The study of landscape archaeology has historically drawn on two different groups of definitions of the term ‘landscape’ (Olwig 1993, 1996). On the one hand, the original, medieval meaning of landscape is ‘territory’, including the institutions that govern and manage it. Landscapes according to this definition can be observed subjectively, but also objectively by research based on fieldwork and studies in archives and laboratories (cf. Renes 2011). The second definition developed when artists painted rural scenes and called them ‘landscapes’. In the latter, not only the paintings, but also their subjects became known as landscapes. Dutch painters re-introduced the word ‘landscape’ into the English language, and the word therefore gained a more visual meaning than it had on the Continent. The visual definition turns landscape into a composition that is made within the mind of the individual, so using this definition it could be argued that there is no landscape without an observer (Renes 2011).
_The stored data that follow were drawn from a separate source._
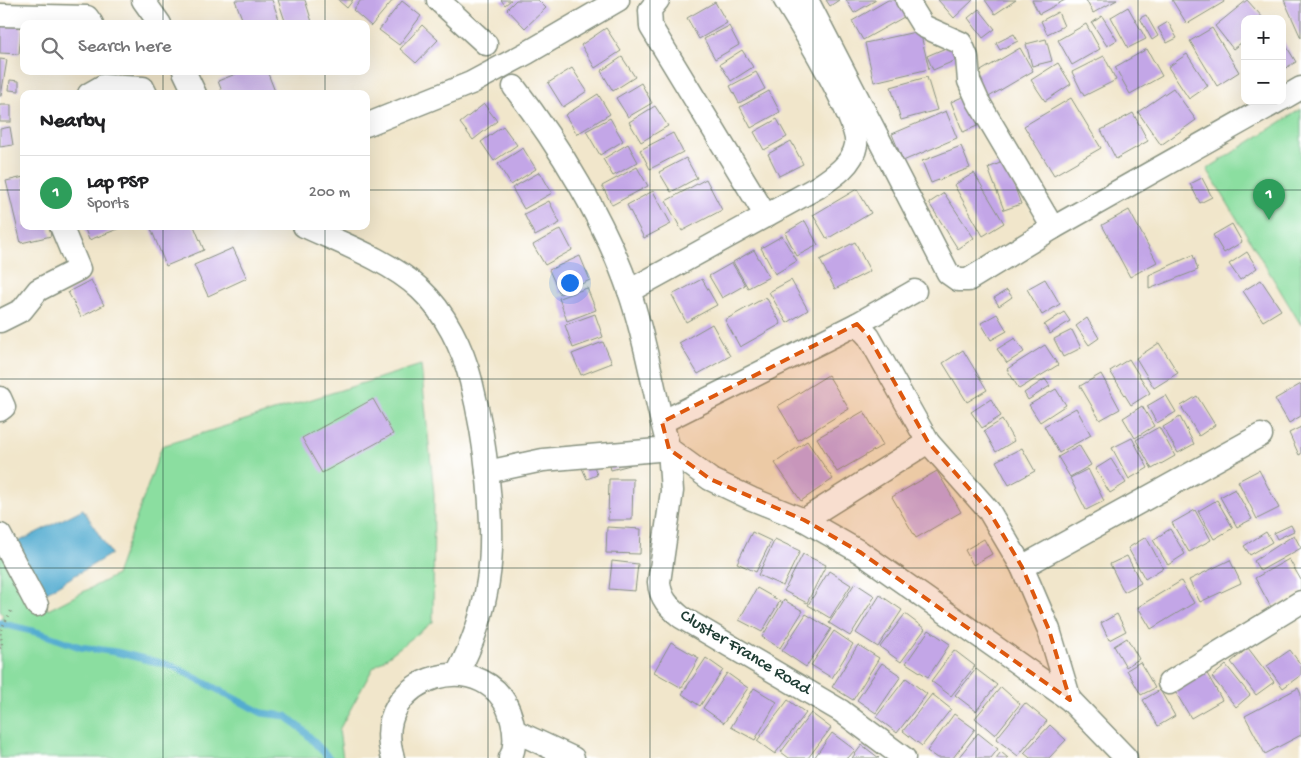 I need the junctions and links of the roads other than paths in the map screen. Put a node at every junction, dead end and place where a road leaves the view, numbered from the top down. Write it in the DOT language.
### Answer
graph roads {
  1 [pos="142,0"];
  2 [pos="438,0"];
  3 [pos="618,0"];
  4 [pos="658,0"];
  5 [pos="785,0"];
  6 [pos="807,0"];
  7 [pos="907,0"];
  8 [pos="0,15"];
  9 [pos="89,20"];
  10 [pos="157,20"];
  11 [pos="486,44"];
  12 [pos="186,75"];
  13 [pos="139,84"];
  14 [pos="514,87"];
  15 [pos="1301,88"];
  16 [pos="96,90"];
  17 [pos="193,90"];
  18 [pos="1286,97"];
  19 [pos="1271,105"];
  20 [pos="370,124"];
  21 [pos="766,216"];
  22 [pos="1053,228"];
  23 [pos="63,230"];
  24 [pos="313,230"];
  25 [pos="629,291"];
  26 [pos="915,291"];
  27 [pos="0,321"];
  28 [pos="857,324"];
  29 [pos="0,398"];
  30 [pos="0,410"];
  31 [pos="662,422"];
  32 [pos="1261,435"];
  33 [pos="928,442"];
  34 [pos="669,449"];
  35 [pos="487,472"];
  36 [pos="804,520"];
  37 [pos="0,535"];
  38 [pos="1022,567"];
  39 [pos="1301,602"];
  40 [pos="38,605"];
  41 [pos="457,674"];
  42 [pos="1168,683"];
  43 [pos="1070,700"];
  44 [pos="515,731"];
  45 [pos="393,758"];
  46 [pos="510,758"];
  47 [pos="573,758"];
  48 [pos="904,758"];
  49 [pos="1126,758"];
  1 -- 10 [label="street"];
  2 -- 11 [label="street"];
  3 -- 20 [label="street"];
  4 -- 21 [label="street"];
  5 -- 21 [label="street"];
  6 -- 22 [label="street"];
  7 -- 22 [label="street"];
  8 -- 9 [label="street"];
  12 -- 17 [label="street"];
  13 -- 16 [label="street"];
  14 -- 25 [label="street, Cluster France Road"];
  15 -- 18 [label="street"];
  19 -- 22 [label="street"];
  21 -- 25 [label="street"];
  23 -- 27 [label="street"];
  24 -- 35 [label="street"];
  25 -- 31 [label="street, Cluster France Road"];
  26 -- 28 [label="street"];
  28 -- 31 [label="street"];
  28 -- 33 [label="street"];
  29 -- 30 [label="street"];
  31 -- 34 [label="street, Cluster France Road"];
  32 -- 38 [label="street"];
  33 -- 36 [label="street"];
  33 -- 38 [label="street"];
  34 -- 35 [label="street"];
  34 -- 36 [label="street"];
  34 -- 48 [label="street, Cluster France Road"];
  35 -- 41 [label="street"];
  36 -- 43 [label="street"];
  37 -- 40 [label="street"];
  38 -- 43 [label="street"];
  39 -- 42 [label="street"];
  41 -- 44 [label="street"];
  41 -- 45 [label="street"];
  43 -- 49 [label="street"];
  44 -- 46 [label="street"];
  44 -- 47 [label="street"];
}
While in the latter definition the term ‘landscape’ originates from the Dutch ‘landschap’ (Schama 1995; David & Thomas 2008), it is probably more accurate to state that the study of ‘territorial’ landscapes originated as the study of historical geography and physical geography. This can be traced back to the classical authors, with Strabo noting that ‘geography (…) regards knowledge both of the heavens and of things on land and sea, animals, plants, fruits, and everything else to be seen in various regions’ (Strabo 1.1.1.). Physical geography is by nature an interdisciplinary field (geology, botany, soil science etc.) and in the late 18th and early 19th centuries it continued to focus on the study of the physical environment, for example in the work of the German researcher Alexander Von Humboldt. During the 19th century, most geographers saw human activities in the landscape as strongly defined by the physical landscape (such as in ‘Anthropogeographie’ in Germany: Ratzel 1882).

This approach changed in the early 20th century, when the human element was introduced. During the early 20th century in France, a new generation of geographers defined a growing role for human societies (Vidal de la Blache 1922). Carl Sauer, an American geographer, argued in 1925 that geography cannot be simply the study of the natural environment, because people have effected major changes on the landscape.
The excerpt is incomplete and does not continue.